You will have to indulge me with this post. I’m heading into the past.
My parents gave me a bag of notebooks, two bags in fact of notebooks. These notebooks contain the scribbles of my 14 to 18 year old self (I’m twenty two now) There is a lot of cringe here, thank you to my teachers who read this stuff, and said they liked it. There is also some nostalgia here. Take a grey notebook, entitled Kelly’s story.
I remember this notebook being the ideal size for me to carry around in my school blazer pocket, taking it out as and when inspiration struck me to write the story.
Tied in with these notebooks is my mental health problems. I literally put everything on these pages. Anything that was too much to handle in my head I made into a story, hence why every character I created had ‘issues’ The characters are also me in various guises. The angry person I was, the searching for belonging person I was, and the person I wanted to become.
Go back even further are my Doctor Who fan fiction stories. My handwriting appeared to be smaller than it is now, but no less messier. I was a Doctor Who nerd in my teenage years. I wrote a lot of fan fiction stories, which then seemed to morph into attempts of a historical story, involving the Tudors, and a murder mystery, which didn’t make the final page of the notebook. There is also a historical story set in 1950s America. No doubt this was inspired by the films I was watching, with Jimmy Dean, Marlon Brando, Cary Grant, and Humphrey Bogart. Again the dialogue cringe is strong here.

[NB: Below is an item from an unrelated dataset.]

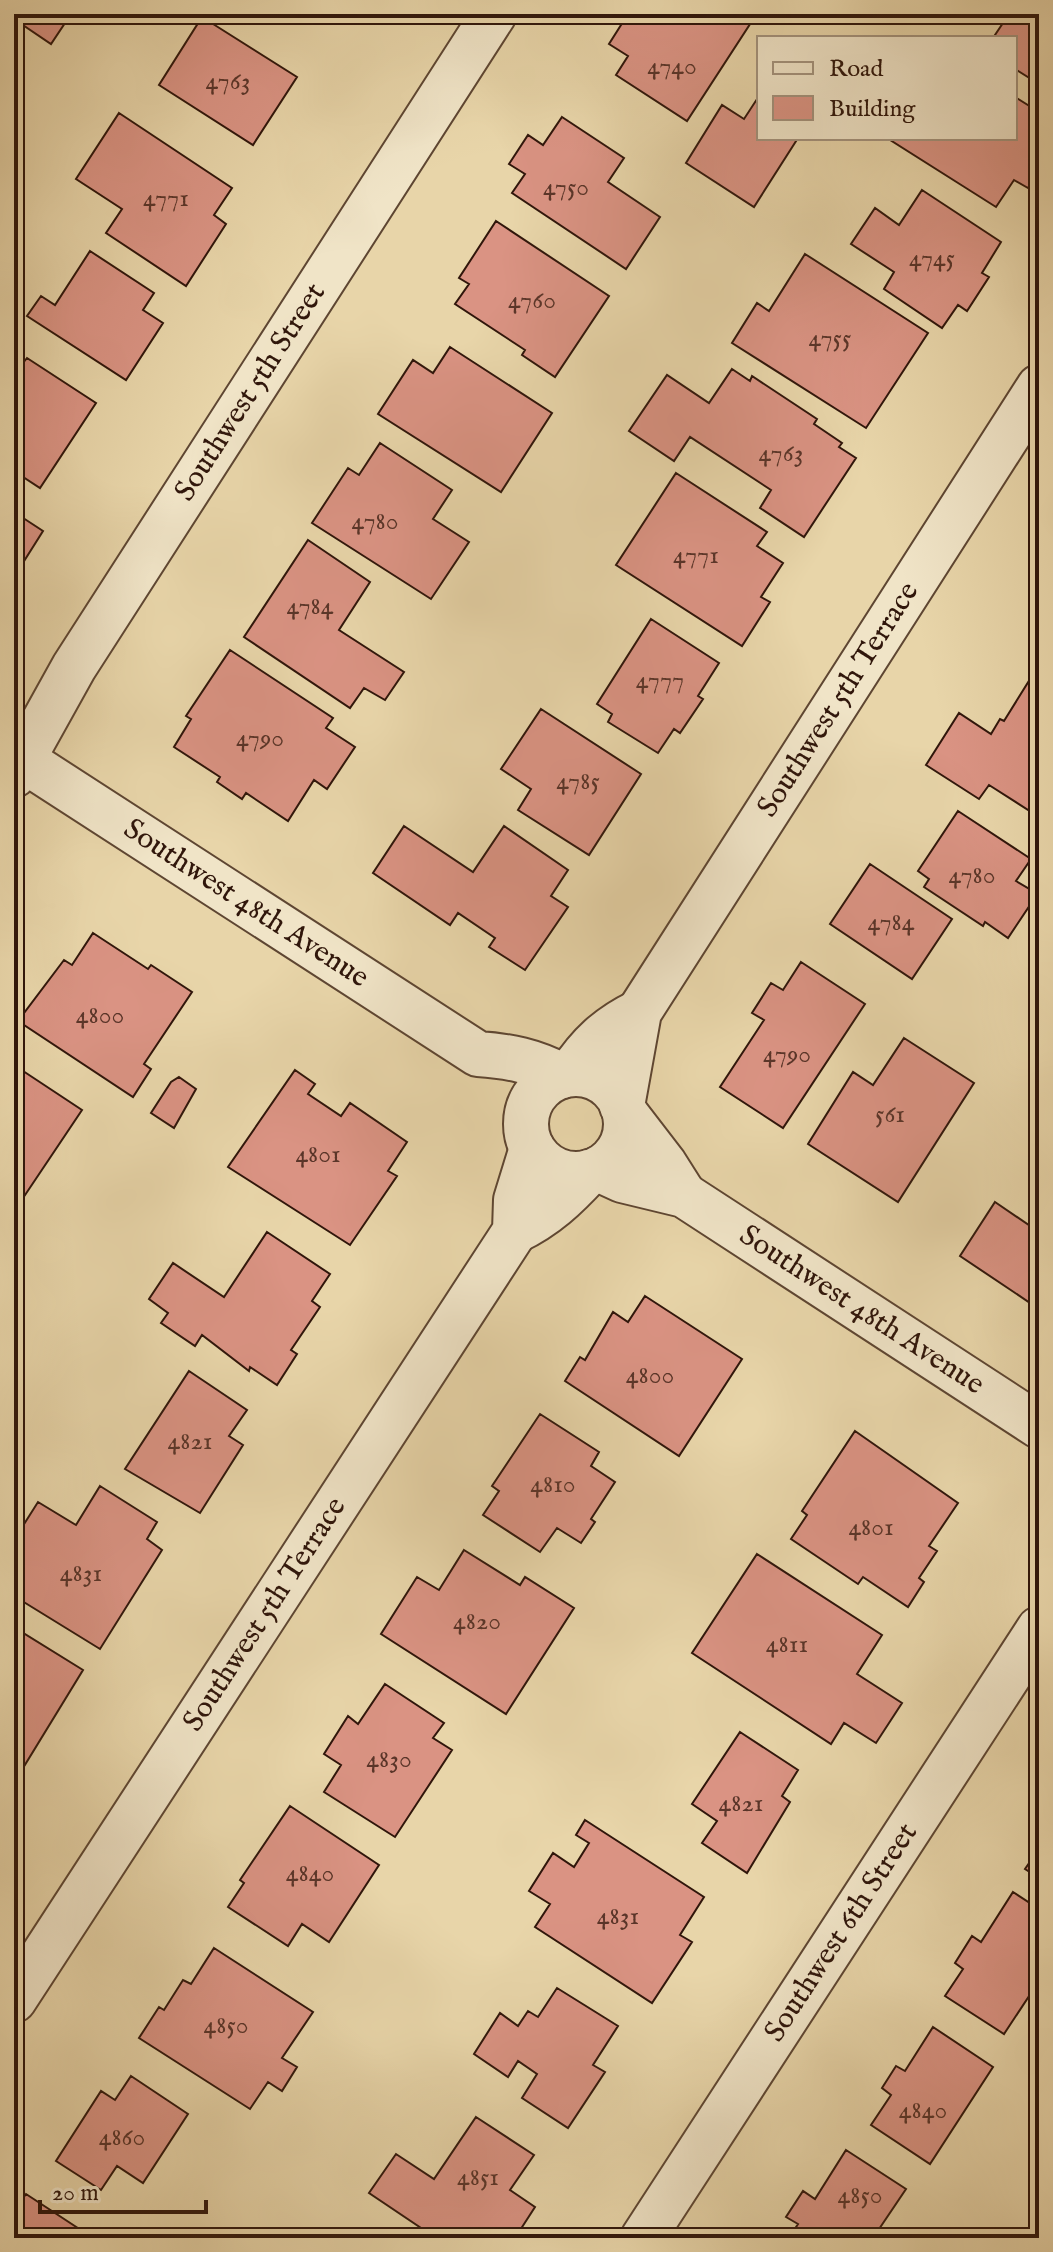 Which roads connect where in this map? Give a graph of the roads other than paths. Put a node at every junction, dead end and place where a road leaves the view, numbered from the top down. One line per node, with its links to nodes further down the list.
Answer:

It makes me sad seeing these notebooks, because how can somebody with so much potential, so many interests, still slip through the cracks? I was like, and still am, a sponge of knowledge. I want to know everything. I squirrel away facts in my head for fun. I am now, at the age of twenty two, trying to find my way back into society from the wilderness. I guess that is the cruel nature of mental illness. If it doesn’t kill you it leaves you at a serious disadvantage; affecting work, education, your social life.
I started to write poetry when I was 16. I hated it as a 15 year old for my GCSE’s. Who analyses poetry? You’re killing it by doing that. I never want to read The Lady of Shallot again. GCSE’s killed that one stone dead for me. I don’t mind talking, and trying to understand the poem, especially in context to the times it is written in, but analysing it to the very core? God, no. My poetry as a 16 year old was pretty typical stuff; writing about my depression, not fitting in, etc.
All in all, I am glad to see how my writing has matured, and become much more enjoyable to read without ridiculous need for hyperbole.
Thank you for reading my writing. Are there any facts, or figures, which you know, and would like to share? I am all ears.